Data for analysis:

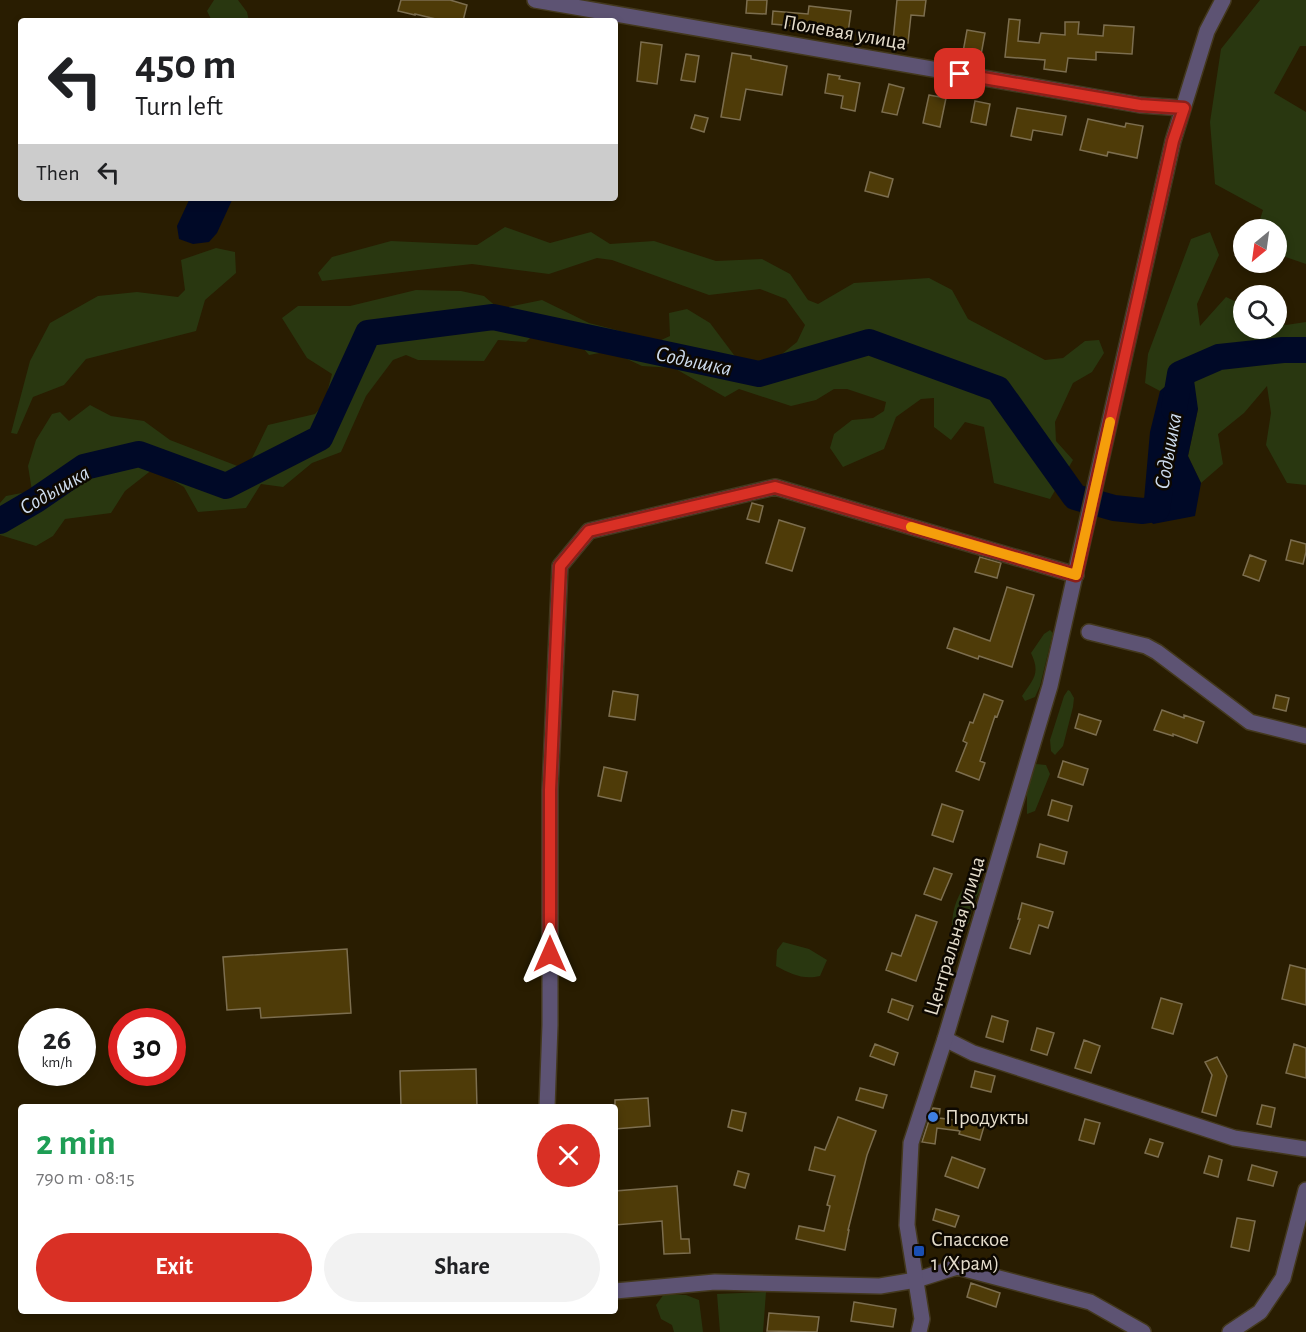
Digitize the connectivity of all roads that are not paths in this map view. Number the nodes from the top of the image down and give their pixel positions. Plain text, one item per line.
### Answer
1 (535, 0) edge
2 (1223, 0) edge
3 (1184, 108) junction
4 (1076, 575) junction
5 (1089, 632) dead end
6 (1306, 736) edge
7 (945, 1039) junction
8 (547, 1104) edge
9 (1306, 1149) edge
10 (1306, 1190) edge
11 (916, 1280) junction
12 (618, 1291) edge
13 (919, 1332) edge
14 (1143, 1332) edge
15 (1230, 1332) edge

1 - 3 street, Полевая улица
2 - 3 street, Центральная улица
3 - 4 street, Центральная улица
4 - 7 street, Центральная улица
4 - 8 street
5 - 6 street
7 - 9 street
7 - 11 street, Центральная улица
10 - 15 street
11 - 12 street
11 - 13 street, Центральная улица
11 - 14 street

Exercise description: Without copying any picture, write out all of the material exactly as it reads.

Answer to this task:
Digitize the connectivity of all roads that are not paths in this map view. Number the nodes from the top of the image down and give their pixel positions. Plain text, one item per line.
### Answer
1 (535, 0) edge
2 (1223, 0) edge
3 (1184, 108) junction
4 (1076, 575) junction
5 (1089, 632) dead end
6 (1306, 736) edge
7 (945, 1039) junction
8 (547, 1104) edge
9 (1306, 1149) edge
10 (1306, 1190) edge
11 (916, 1280) junction
12 (618, 1291) edge
13 (919, 1332) edge
14 (1143, 1332) edge
15 (1230, 1332) edge

1 - 3 street, Полевая улица
2 - 3 street, Центральная улица
3 - 4 street, Центральная улица
4 - 7 street, Центральная улица
4 - 8 street
5 - 6 street
7 - 9 street
7 - 11 street, Центральная улица
10 - 15 street
11 - 12 street
11 - 13 street, Центральная улица
11 - 14 street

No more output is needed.